§ **Task to carry out**:
Which lines of the entries contain the word "Math"? Please list them.

■ ■ ■ ■ ■

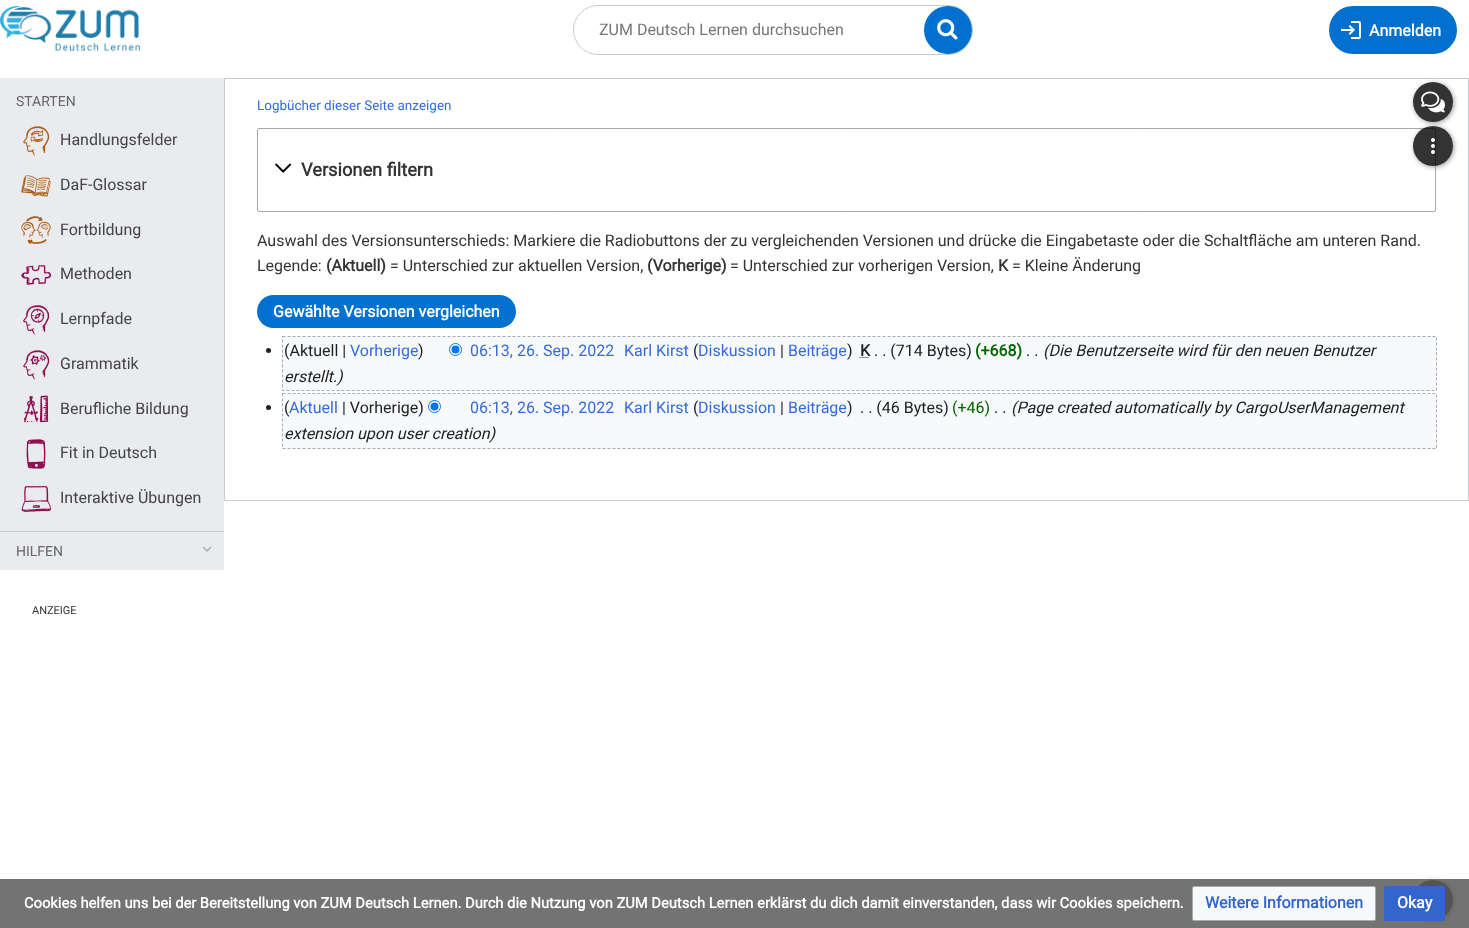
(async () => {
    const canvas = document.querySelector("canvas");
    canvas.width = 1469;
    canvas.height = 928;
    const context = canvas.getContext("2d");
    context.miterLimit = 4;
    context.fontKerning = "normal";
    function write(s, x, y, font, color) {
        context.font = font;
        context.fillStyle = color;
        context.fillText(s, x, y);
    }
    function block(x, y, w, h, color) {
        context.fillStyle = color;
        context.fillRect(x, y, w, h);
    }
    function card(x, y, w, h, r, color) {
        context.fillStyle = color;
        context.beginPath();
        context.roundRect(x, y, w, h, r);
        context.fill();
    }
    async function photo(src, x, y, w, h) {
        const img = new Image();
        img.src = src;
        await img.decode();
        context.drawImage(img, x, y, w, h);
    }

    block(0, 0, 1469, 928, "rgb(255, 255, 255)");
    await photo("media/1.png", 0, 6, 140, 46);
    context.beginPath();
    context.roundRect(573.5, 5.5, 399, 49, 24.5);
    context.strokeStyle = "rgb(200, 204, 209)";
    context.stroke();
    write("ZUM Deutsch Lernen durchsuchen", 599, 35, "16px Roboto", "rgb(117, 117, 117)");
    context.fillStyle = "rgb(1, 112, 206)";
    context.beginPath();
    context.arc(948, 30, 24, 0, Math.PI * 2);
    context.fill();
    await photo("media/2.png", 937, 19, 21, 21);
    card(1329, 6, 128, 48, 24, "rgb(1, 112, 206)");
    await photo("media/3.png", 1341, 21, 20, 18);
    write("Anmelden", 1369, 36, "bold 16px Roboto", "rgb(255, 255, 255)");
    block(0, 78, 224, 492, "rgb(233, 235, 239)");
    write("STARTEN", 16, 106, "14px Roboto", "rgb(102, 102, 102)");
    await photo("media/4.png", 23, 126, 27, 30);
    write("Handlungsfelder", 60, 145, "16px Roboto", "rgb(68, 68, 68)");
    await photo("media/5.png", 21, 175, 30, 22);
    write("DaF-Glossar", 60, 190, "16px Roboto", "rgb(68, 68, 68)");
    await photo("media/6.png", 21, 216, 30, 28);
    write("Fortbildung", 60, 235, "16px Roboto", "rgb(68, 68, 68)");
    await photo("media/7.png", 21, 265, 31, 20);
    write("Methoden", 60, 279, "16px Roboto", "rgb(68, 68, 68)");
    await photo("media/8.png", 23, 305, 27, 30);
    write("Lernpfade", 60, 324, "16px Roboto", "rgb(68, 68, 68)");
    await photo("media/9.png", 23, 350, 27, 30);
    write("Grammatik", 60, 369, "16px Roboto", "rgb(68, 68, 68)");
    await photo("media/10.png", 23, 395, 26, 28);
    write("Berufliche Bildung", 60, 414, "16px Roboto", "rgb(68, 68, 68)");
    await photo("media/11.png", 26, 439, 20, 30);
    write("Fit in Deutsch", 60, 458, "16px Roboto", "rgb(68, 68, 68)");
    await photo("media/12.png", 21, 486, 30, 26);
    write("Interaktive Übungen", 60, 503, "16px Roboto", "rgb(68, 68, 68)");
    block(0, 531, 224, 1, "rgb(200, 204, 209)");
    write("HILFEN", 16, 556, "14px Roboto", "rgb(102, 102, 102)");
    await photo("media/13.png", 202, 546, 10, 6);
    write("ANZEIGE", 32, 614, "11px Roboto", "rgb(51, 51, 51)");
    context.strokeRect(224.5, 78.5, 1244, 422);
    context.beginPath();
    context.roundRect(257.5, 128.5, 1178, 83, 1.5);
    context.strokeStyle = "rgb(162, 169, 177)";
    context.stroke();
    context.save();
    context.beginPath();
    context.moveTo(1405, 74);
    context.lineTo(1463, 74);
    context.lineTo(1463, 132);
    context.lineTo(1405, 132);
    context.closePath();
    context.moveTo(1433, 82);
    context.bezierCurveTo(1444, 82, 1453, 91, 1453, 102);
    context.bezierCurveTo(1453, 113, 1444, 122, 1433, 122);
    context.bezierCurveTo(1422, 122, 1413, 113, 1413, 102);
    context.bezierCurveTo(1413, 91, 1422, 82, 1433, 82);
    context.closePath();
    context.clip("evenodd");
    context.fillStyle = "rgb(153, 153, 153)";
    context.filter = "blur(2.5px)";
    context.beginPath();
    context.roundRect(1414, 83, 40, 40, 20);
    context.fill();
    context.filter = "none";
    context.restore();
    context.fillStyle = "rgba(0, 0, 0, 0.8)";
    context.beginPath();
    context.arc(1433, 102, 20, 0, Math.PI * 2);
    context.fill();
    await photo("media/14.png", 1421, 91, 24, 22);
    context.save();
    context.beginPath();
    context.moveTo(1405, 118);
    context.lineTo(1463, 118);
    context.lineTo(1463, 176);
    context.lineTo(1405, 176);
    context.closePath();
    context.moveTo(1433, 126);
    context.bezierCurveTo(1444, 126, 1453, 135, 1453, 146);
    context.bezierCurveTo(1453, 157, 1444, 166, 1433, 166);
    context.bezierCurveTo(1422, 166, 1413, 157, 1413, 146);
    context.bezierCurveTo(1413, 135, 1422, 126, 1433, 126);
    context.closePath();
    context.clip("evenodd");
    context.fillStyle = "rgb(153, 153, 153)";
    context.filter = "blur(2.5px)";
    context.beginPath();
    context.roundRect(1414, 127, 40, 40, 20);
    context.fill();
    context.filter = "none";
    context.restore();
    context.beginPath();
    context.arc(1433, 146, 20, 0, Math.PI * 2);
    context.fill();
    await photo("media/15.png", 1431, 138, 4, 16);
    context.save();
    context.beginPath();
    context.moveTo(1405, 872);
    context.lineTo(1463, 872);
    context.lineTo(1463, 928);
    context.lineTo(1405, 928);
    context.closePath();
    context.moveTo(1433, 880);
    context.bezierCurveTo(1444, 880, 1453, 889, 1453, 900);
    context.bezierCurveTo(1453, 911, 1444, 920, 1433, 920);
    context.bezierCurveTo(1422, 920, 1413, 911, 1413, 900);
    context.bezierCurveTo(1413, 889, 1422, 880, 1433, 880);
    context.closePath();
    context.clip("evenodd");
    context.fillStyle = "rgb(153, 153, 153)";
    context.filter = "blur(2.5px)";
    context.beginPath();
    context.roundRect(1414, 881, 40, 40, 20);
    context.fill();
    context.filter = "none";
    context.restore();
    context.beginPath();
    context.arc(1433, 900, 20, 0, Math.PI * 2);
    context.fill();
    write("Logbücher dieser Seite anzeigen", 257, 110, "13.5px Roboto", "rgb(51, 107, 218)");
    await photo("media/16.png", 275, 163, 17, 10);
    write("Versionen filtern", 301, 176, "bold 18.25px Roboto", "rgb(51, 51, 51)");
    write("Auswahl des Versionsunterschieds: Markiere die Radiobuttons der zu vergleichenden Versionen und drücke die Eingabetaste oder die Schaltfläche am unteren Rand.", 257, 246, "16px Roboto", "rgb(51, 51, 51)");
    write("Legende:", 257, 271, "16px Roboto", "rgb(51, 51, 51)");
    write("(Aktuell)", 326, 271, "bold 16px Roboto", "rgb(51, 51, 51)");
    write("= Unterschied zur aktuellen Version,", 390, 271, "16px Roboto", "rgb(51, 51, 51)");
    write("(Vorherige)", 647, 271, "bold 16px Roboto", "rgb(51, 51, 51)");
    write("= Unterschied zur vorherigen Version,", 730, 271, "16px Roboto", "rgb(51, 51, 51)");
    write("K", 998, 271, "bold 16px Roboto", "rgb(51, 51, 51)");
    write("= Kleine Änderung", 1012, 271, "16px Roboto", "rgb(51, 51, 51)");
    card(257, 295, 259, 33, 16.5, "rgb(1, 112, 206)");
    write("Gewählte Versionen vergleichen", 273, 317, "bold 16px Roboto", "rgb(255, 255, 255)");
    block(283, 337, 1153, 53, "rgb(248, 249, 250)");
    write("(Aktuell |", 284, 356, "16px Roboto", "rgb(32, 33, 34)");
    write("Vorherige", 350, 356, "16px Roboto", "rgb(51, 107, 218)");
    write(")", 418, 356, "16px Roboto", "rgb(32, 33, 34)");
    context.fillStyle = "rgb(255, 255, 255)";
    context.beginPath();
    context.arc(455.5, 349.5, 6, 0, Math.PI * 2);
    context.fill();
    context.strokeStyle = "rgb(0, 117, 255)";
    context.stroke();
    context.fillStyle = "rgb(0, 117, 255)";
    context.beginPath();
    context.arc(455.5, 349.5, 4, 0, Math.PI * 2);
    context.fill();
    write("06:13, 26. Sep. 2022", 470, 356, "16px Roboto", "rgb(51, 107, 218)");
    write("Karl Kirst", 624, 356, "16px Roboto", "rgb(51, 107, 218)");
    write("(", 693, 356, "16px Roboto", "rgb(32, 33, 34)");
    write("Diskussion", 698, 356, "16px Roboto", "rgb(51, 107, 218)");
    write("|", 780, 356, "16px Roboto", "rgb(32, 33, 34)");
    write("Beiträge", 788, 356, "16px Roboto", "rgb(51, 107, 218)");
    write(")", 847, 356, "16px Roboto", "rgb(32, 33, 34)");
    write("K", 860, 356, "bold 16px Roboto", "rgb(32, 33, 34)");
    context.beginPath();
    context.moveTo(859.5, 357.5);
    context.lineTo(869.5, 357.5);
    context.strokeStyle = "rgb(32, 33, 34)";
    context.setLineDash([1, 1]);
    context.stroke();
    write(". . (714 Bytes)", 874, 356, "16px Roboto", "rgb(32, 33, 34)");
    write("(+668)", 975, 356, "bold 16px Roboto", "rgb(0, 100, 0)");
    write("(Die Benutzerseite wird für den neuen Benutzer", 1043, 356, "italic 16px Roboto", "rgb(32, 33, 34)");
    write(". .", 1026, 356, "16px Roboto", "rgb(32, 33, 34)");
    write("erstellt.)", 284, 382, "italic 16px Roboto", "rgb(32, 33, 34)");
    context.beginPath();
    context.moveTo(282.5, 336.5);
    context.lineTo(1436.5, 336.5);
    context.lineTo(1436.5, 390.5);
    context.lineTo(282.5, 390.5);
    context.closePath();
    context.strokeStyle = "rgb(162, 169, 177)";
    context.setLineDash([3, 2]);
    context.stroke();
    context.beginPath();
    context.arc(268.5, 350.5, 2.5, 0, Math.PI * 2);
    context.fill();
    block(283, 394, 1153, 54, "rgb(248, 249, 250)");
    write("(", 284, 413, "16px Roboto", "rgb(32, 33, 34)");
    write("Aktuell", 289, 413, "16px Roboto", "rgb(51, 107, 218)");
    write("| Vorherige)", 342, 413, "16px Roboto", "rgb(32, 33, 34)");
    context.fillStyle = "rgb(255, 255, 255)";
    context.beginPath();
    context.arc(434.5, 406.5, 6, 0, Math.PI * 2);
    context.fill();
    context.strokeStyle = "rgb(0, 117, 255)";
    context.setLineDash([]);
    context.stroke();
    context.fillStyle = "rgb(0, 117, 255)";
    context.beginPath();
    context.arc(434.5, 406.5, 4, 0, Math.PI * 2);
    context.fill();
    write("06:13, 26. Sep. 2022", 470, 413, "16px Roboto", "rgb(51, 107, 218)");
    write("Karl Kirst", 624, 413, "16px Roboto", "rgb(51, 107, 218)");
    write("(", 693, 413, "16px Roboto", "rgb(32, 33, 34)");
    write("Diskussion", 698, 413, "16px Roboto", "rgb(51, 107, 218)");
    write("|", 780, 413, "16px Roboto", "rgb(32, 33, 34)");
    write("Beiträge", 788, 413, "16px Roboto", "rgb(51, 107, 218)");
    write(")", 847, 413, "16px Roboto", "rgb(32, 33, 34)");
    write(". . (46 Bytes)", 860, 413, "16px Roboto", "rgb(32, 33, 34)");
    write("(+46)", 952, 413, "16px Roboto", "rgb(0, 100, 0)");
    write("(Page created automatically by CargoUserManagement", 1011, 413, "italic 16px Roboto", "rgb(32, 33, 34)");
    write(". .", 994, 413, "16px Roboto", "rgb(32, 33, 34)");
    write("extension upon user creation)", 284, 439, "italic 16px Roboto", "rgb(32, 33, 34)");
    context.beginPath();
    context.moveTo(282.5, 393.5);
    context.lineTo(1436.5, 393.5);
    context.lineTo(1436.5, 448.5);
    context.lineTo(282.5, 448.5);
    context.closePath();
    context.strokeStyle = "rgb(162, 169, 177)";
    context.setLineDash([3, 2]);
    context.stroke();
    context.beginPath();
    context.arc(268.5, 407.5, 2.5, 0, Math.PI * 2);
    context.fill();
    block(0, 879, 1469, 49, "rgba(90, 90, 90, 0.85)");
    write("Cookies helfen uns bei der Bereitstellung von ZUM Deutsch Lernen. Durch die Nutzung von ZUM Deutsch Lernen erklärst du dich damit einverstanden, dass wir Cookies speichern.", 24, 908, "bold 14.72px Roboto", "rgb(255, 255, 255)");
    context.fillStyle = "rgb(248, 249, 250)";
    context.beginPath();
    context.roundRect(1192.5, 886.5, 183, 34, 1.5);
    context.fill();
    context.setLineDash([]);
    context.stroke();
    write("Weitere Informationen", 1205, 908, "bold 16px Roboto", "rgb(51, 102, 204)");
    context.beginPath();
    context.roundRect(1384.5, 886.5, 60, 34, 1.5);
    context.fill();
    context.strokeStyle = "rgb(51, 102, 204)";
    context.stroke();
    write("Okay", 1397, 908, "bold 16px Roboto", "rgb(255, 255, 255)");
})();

■ ■ ■ ■ ■

§ **Exercise solution**:
    context.arc(948, 30, 24, 0, Math.PI * 2);
    context.arc(1433, 102, 20, 0, Math.PI * 2);
    context.arc(1433, 146, 20, 0, Math.PI * 2);
    context.arc(1433, 900, 20, 0, Math.PI * 2);
    context.arc(455.5, 349.5, 6, 0, Math.PI * 2);
    context.arc(455.5, 349.5, 4, 0, Math.PI * 2);
    context.arc(268.5, 350.5, 2.5, 0, Math.PI * 2);
    context.arc(434.5, 406.5, 6, 0, Math.PI * 2);
    context.arc(434.5, 406.5, 4, 0, Math.PI * 2);
    context.arc(268.5, 407.5, 2.5, 0, Math.PI * 2);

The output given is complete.